E’ necessaria, pertanto, una verifica case by case se la società viene investita da un potere pubblicistico.

D’altronde, ciò è chiarito dell’art 7 co. 2 c.p.a. che definisce per pubbliche amministrazione “anche i soggetti ad essa equiparati” o che seguono i principi del procedimento: quindi esistono due p.a., una in senso ontologico, e quelle di natura privatistiche che sono equiparate dalla legge agli enti pubblici, ma non sono p.a. per natura ontologica.

Un problema si è posto per la società in house (SS. UU 26283/13): hanno chiarito le SS. UU. che le in house sono soggette al controllo della Corte dei Conti e v’è responsabilità erariale dei soci.

L’in-house ha tre requisiti che sono:
- la partecipazione totalmente pubblica;
- la dedizione sostanzialmente esclusiva e quindi opera solo per conto dell’ente pubblico;
- il controllo analogo: ossia l’ente pubblico effettua sulla società controlli analoghi a quelli che esercita sui propri uffici e servizi ordinari.

La Cassazione sostiene quindi che la società in house è una società in cui manca un’autonomia apprezzabile della società rispetto al socio e si può concludere che dal punto di vista sostanziale che essa è controllata solo da quel socio, e quindi altro non è che uno strumento/ufficio del socio; c’è la formale autonomia, ma non c’è alterità sostanziale tra socio e società. La società è il socio e di conseguenza se c’è immedesimazione, il danno prodotto alla società da parte del socio è chiaramente un danno pubblico, in quanto c’è sia la soggettività pubblica sia anche la derivazione pubblica delle risorse finanziarie.

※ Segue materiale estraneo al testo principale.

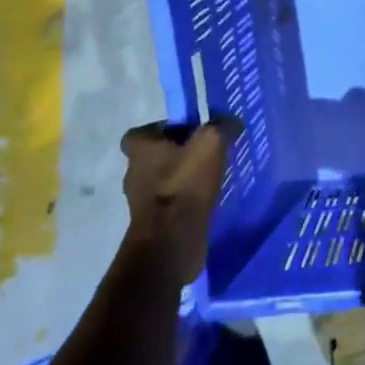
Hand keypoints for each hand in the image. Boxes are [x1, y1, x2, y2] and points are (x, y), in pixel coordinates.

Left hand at [119, 117, 238, 285]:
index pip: (142, 132)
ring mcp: (141, 202)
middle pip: (156, 156)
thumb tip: (230, 121)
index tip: (189, 133)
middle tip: (207, 153)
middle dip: (179, 154)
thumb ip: (221, 126)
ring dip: (184, 178)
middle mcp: (134, 173)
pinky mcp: (153, 224)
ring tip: (212, 177)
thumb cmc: (184, 186)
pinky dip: (186, 201)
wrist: (171, 243)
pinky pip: (171, 204)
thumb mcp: (211, 144)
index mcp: (140, 150)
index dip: (165, 129)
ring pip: (164, 181)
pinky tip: (208, 200)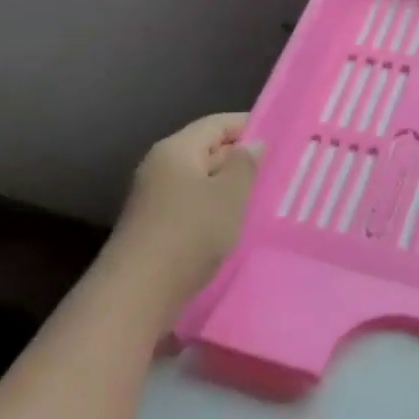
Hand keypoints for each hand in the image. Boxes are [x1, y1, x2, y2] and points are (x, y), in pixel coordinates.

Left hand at [110, 113, 260, 319]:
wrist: (137, 294)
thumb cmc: (188, 234)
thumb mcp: (229, 196)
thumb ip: (245, 165)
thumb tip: (252, 144)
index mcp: (176, 149)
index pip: (218, 123)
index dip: (250, 126)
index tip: (282, 138)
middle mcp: (160, 167)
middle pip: (207, 150)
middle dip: (241, 159)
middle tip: (279, 171)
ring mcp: (154, 198)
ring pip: (201, 181)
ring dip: (229, 188)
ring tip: (263, 199)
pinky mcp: (155, 227)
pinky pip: (193, 206)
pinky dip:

Responsabilità, quindi, valutata dal giudice contabile.

Ma alla luce di questo principio delle Sezioni Unite a quale giudice bisogna rivolgersi per l’ottemperanza delle sentenze del giudice ordinario nei confronti di un ente in house?

Ai fini dell’ottemperanza, bisogna valutare case by case, ma visto che nel caso specifico si trattava di una sentenza di tipo lavoristico, attività nella quale la società in house agisce come privato, non v’è necessità di rivolgersi al giudice amministrativo.

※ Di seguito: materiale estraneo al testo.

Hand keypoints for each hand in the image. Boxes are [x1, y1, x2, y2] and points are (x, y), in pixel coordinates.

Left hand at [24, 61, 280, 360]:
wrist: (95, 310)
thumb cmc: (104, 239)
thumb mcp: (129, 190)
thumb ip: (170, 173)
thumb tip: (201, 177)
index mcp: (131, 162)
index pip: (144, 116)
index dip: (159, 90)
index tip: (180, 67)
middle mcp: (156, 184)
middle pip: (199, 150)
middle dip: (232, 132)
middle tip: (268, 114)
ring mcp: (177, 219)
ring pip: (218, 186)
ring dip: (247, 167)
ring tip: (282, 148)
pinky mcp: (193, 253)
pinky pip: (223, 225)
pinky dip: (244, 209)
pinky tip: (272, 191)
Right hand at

Quindi il g.a. conosce dell’interesse legittimo non sono quando v’è un ente pubblico, ma anche un ente privato la cui attività viene dalla legge equiparata ad esercizio di potestà pubblica.

5.2. Secondo e terzo requisito: il potere pubblico.

Ai fini del potere è evidente che la P.A. interviene quando compie atti giuridici autoritativi, quando verte in una posizione di supremazia che le permette di influire unilateralmente nella sfera giuridica altrui.

Però non basta questo, è necessario che il potere sia pubblico. Perché non solo il diritto pubblico conosce posizione di supremazia o potere, ma anche il diritto privato, il quale conosce norme con la quale si dà la possibilità di interferire nella sfera giuridica altrui senza il consenso altrui.

Quando si pone il problema del riparto, quindi, non è sufficiente dire che la P.A. ha esercitato un potere, ma bisogna capire qual è il genere del potere: bisogna distinguere se il potere è dato alla p.a. sulla base di norme di diritto pubblico che la qualificano come autorità pubblica che lede interesse legittimi e che soffre i limiti del diritto pubblico; o se ci si trovi di fronte all’esercizio di diritto privatistico, con i limiti fissati dal diritto privato.

Esempi: P.A. che recede contratto (134 c.p.a), P.A. che fa uscir fuori l’occupante abusivo di bene immobile; fermo amministrativo; in tutti questi casi la Cassazione ha preferito attribuire la giurisdizione al giudice ordinario, perché ha ritenuto la P.A. agente con potere di diritto privato.